Proprio con Papa Francesco - ha detto nella Messa mons. Nosiglia, Custode pontificio della Sindone - “comprenderemo che non siamo noi che guardiamo quel Volto ma ci sentiremo guardati e invitati a non passare oltre” a “tanta sofferenza attorno a noi e nel mondo”. Le visite al Sacro Telo cominciano nel pomeriggio, con accesso gratuito, aperto a tutti e con prenotazione obbligatoria. Già oltre un milione i visitatori finora prenotati. Il servizio di Fabio Colagrande: 

San Giovanni Paolo II definì la Sindone “specchio del Vangelo”, ma anche “provocazione per l’intelligenza”. Non a caso, questa nuova esposizione al pubblico, la terza dal 2000, del lenzuolo che secondo la tradizione fu adoperato per avvolgere il corpo di Gesù, ripropone la discussione sull’autenticità di questa reliquia. Uno strumento per l’evangelizzazione, sul quale però il dibattito scientifico resta aperto. Il commento dell’arcivescovo Cesare Nosiglia:

R. - Io vorrei richiamare a questo proposito le parole di San Giovanni Paolo II, dette  nel 1998, nel discorso che ha fatto sulla Sindone: “Non trattandosi di materia di fede la Chiesa non ha competenza specifica per pronunciarsi su tutte le ricerche che storici e scienziati fanno sulla Sindone. La Chiesa esorta ad affrontare lo studio della Sindone senza posizioni precostituite che diano per scontati risultati che tali non sono”. Quindi, la Chiesa su questi aspetti non pone nessun limite ma neanche li assolutizza, perché a noi quello che interessa è che questo Telo comunque corrisponde in modo così evidente ai Vangeli. E’ come se invece di leggere il Vangelo scritto, tu leggi il Vangelo e lo vedi lì presente in questa Sindone. E’ uno strumento che ti aiuta a entrare dentro il mistero grande della Passione e morte del Signore e ti accorgi allora con quanta grandezza questo amore più grande ti ha amato. Per questo la gente davanti alla Sindone a volte si commuove. L’ostensione si fa per questo, non si fa per dire: “E’ vero” o “Non è vero”… Questi sono discorsi ad extra.

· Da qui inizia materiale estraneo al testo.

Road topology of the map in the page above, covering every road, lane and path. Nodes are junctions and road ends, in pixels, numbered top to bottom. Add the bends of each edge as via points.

Negli ultimi decenni il Magistero pontificio ha distinto chiaramente i ruoli di scienza e fede nel rapporto con la Sindone. Ma la storia delle dispute sulle origini del Sacro Telo ha avuto una svolta alla fine dell’800, come conferma Gian Maria Zaccone, direttore scientifico del Museo della Sindone di Torino:

R. – La questione relativa all’autenticità è relativamente moderna. Questa esigenza così forte comincia a farsi sentire nel momento in cui un certo razionalismo e una certa critica alle reliquie comincia a farsi strada anche all’interno della Chiesa, ma sicuramente il punto critico di rottura è la fotografia del 1898, che rivelando il comportamento di negativo fotografico dell’impronta sulla Sindone, da una parte metteva in seria difficoltà alcune ipotesi di un qualcosa di costruito in epoca medievale ma, dall’altro canto, apriva una serie di interrogativi sostanzialmente ancora aperti sul capire come si possa essere formata questa impronta.

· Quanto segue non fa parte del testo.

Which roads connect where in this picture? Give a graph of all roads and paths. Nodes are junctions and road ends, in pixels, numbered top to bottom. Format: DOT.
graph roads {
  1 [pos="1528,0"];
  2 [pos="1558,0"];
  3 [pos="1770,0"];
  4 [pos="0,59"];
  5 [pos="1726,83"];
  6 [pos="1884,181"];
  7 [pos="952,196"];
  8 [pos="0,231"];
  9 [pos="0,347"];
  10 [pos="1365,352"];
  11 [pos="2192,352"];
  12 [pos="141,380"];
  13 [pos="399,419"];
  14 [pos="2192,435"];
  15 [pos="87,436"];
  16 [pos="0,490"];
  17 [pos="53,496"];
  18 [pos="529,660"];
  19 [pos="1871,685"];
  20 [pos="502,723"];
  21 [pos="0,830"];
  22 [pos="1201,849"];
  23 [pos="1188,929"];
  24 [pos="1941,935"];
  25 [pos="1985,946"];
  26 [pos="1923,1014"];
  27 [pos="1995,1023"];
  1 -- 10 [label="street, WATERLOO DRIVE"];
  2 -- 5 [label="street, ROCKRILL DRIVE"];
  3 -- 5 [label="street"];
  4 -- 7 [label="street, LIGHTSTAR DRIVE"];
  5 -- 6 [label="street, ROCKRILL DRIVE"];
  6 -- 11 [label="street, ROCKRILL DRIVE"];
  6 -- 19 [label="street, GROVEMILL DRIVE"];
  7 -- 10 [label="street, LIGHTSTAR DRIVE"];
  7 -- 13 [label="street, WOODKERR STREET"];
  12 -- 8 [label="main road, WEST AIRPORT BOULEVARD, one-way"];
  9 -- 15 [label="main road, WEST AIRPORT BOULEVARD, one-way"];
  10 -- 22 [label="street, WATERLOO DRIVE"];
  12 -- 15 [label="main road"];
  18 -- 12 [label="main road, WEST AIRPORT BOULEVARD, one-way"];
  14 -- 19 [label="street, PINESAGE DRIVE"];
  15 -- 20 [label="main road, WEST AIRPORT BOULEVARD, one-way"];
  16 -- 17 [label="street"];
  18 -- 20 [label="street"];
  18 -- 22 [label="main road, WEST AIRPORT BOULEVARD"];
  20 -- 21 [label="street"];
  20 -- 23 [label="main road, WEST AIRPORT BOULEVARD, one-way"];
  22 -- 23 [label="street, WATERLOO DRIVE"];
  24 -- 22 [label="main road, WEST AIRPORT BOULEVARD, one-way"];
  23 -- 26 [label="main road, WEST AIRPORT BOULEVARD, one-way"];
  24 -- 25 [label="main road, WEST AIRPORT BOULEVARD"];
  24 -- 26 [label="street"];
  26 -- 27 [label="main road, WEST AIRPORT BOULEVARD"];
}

D. – Quindi studiare la storia della Sindone vuol dire ripercorrere anche la devozione, la pietà popolare verso questo oggetto?

R. – Soprattutto, la storia della Sindone è una storia di pietà e di devozione; e il fondamento della Sindone, per cui si esporrà di nuovo la Sindone, è proprio per proporre questa immagine, perché chi si pone davanti alla Sindone, si pone davanti a quella immagine e, attraverso quell’immagine, può meditare su tante cose, ma soprattutto sul mistero dell’Incarnazione e del sacrificio di Gesù, non disgiunto anche da una riflessione sulla Risurrezione. La storia e le testimonianze della gente lo hanno dimostrato: non si va con l’assillo dell’autenticità o meno; si va sulla scia di milioni di persone prima di noi, per avere questa esperienza, attraverso quell’immagine che la Provvidenza in ogni caso ha lasciato – io credo – sulla strada degli uomini, riuscire ad attraversarla e ad andare a ciò che c’è di reale dietro questa immagine, che è Gesù.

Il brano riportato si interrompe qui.